Input Format: The first line contains $N$. The second line contains $N$ integers. The $i$th number denotes $A_i$.

Constraints:

• For full score: $3 \le N \le 5000$
• For 40% score: $3 \le N \le 500$

For all test cases:

• $1 \le A[i] \le 10^4$
• $A[i] \lt A[i+1]$ where $1 \le i \lt N$

Output Format: Print 3 integers: the number of acute triangles, right triangles and obtuse triangles, respectively.

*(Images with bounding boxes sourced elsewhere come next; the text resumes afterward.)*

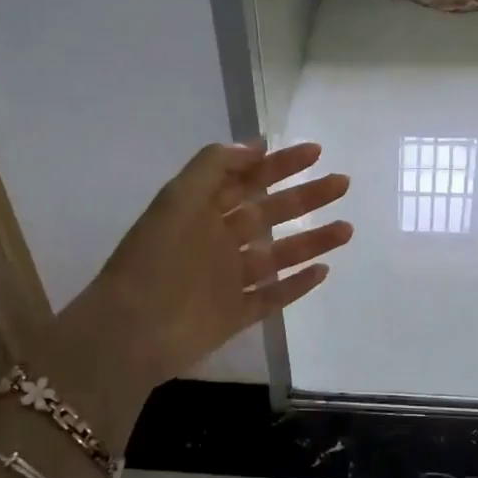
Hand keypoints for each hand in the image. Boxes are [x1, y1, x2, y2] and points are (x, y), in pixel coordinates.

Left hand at [57, 141, 351, 389]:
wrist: (131, 331)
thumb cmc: (155, 259)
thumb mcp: (178, 198)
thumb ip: (214, 165)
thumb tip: (255, 146)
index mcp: (201, 211)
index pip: (247, 180)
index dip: (279, 164)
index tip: (315, 152)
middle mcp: (217, 241)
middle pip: (269, 213)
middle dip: (305, 197)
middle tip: (342, 183)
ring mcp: (228, 280)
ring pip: (278, 255)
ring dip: (312, 240)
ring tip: (347, 229)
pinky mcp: (235, 315)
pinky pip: (272, 297)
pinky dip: (296, 285)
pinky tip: (323, 271)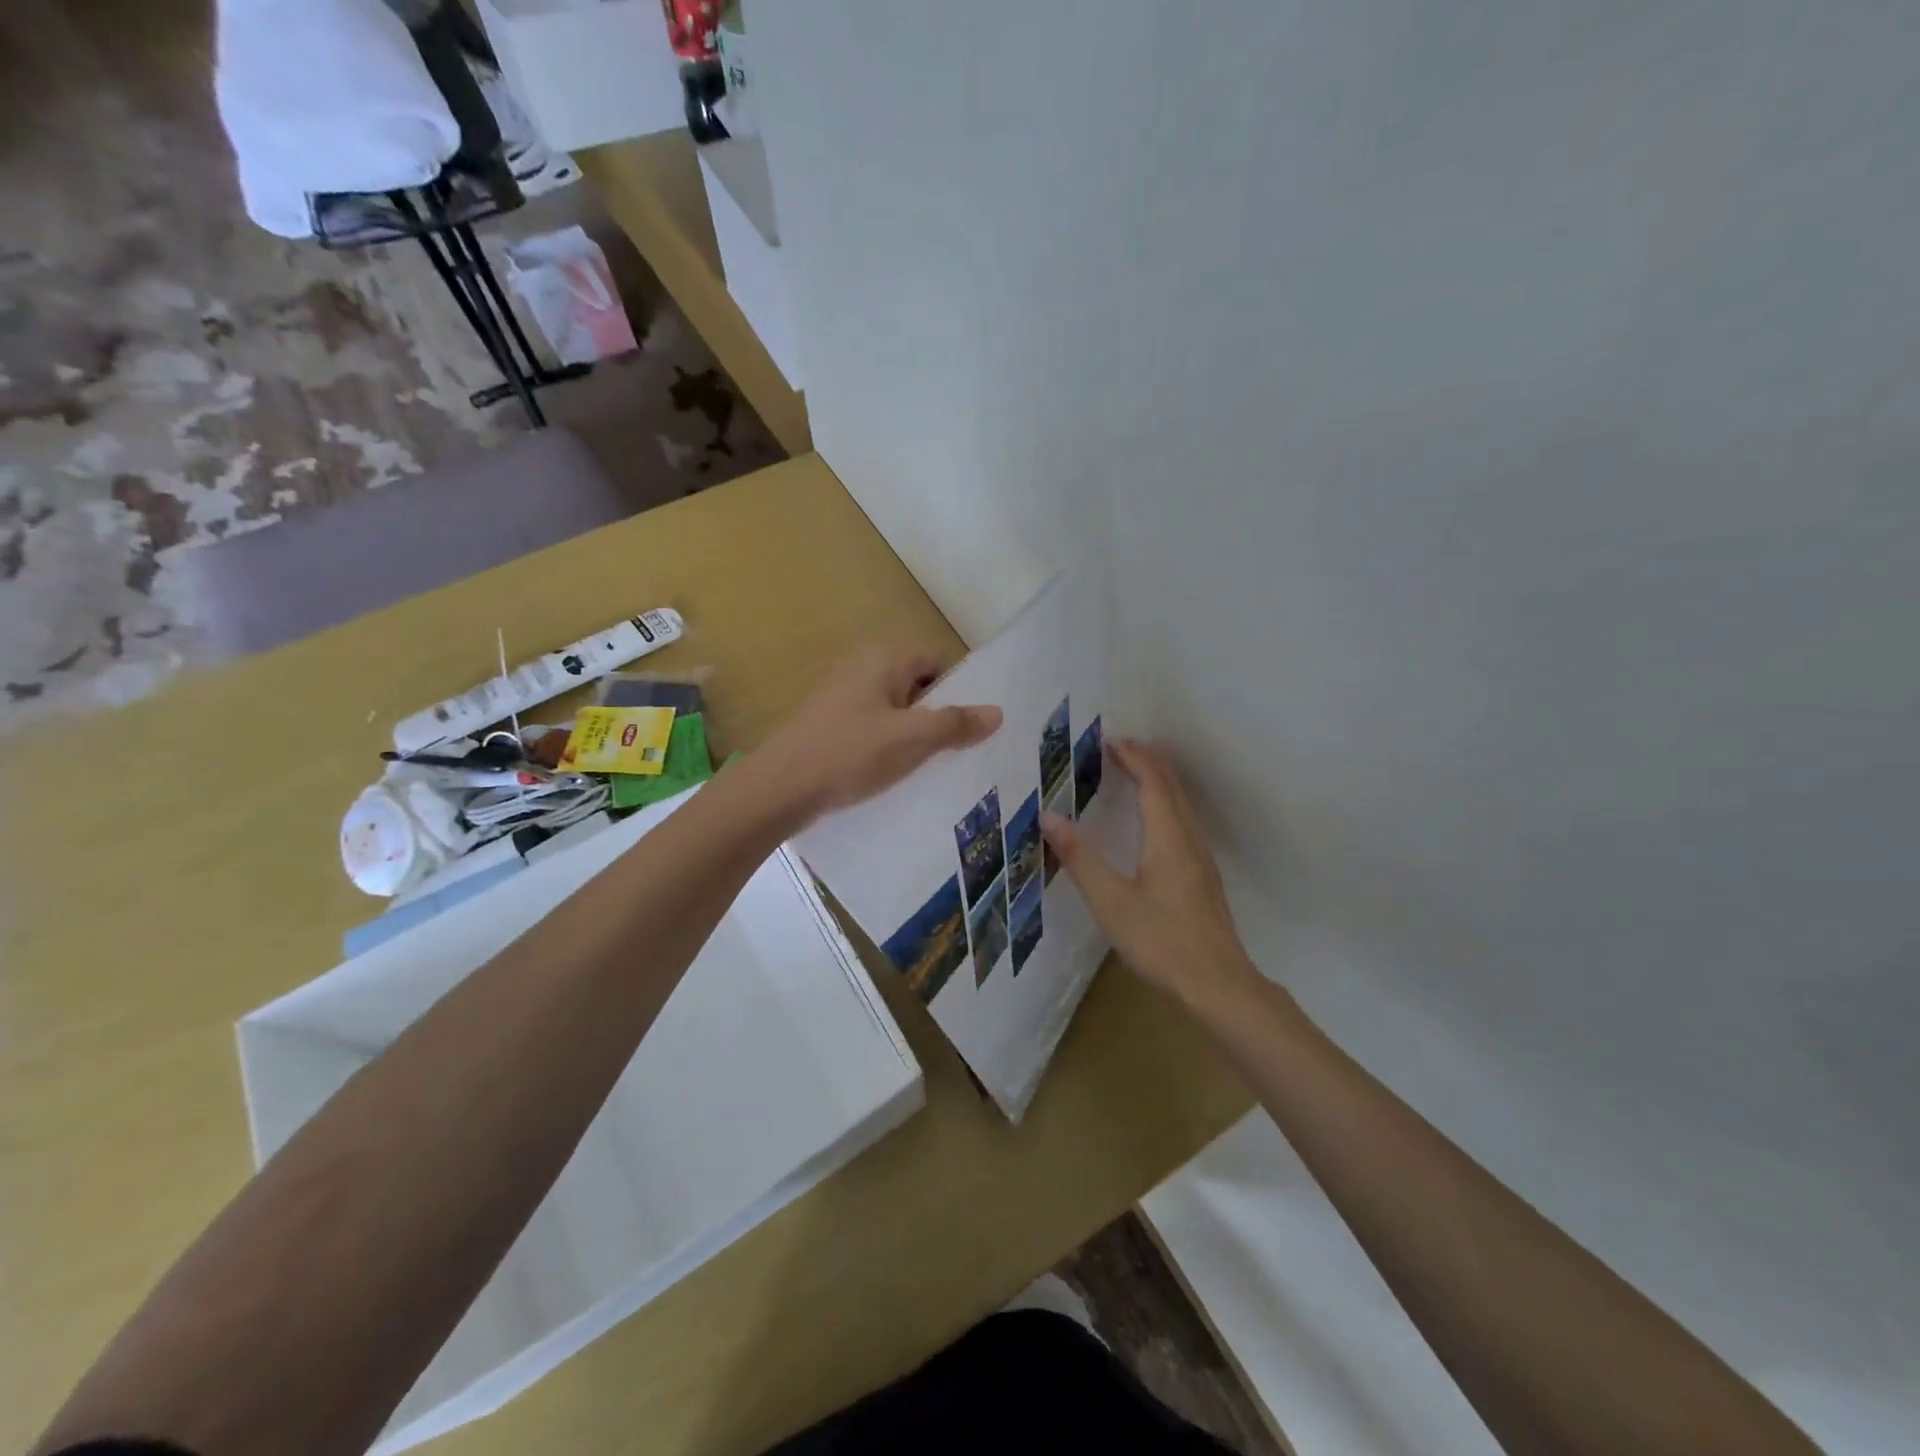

My Solution: My code runs in the given time for small $n$ (~500). It will work for large $n$ (~5000) but I get time limit exceeded error on the Online Judge.

using System;

namespace CodeStorm
{
class Triangles
{
static void Main(string[] args)
{
int[] A = Array.ConvertAll(A_temp, Int32.Parse);
int[] A_sq = new int[n];

for (int i = 0; i < n; i++)
{
A_sq[i] = A[i] * A[i];
}

int n_m_2 = n - 2;
int n_m_1 = n - 1;

int acute = 0, right = 0, obtuse = 0;
for (int i = 0; i < n_m_2; i++)
{
for (int j = i + 1; j < n_m_1; j++)
{
int k = j + 1;
int AiPlusAj = A[i] + A[j];

while (k < n)
{
int squareSum = A_sq[i] + A_sq[j];
if (AiPlusAj <= A[k])
{
break;
}
else if (squareSum > A_sq[k])
{
acute++;
}
else if (squareSum < A_sq[k])
{
obtuse++;
}
else
{
right++;
}
k++;
}
}
}
Console.WriteLine(acute + " " + right + " " + obtuse);
}
}
}


The above code runs perfectly and finds the possible triangles.

Input:

6
2 3 9 10 12 15


Output:

2 1 4


The possible triangles are:

Acute triangles: 10−12−15, 9−10−12

Right triangle: 9−12−15

Obtuse triangles: 2−9−10, 3−9−10, 3−10−12, 9−10−15

I want to know a more efficient way to approach the problem so that I can get it executed in the given time limit for $n$ (~5000). After I tried to find the complexity, I came up with $O(n^3)$. I am not good with complexities. I might be wrong. I would like a more efficient way for the problem.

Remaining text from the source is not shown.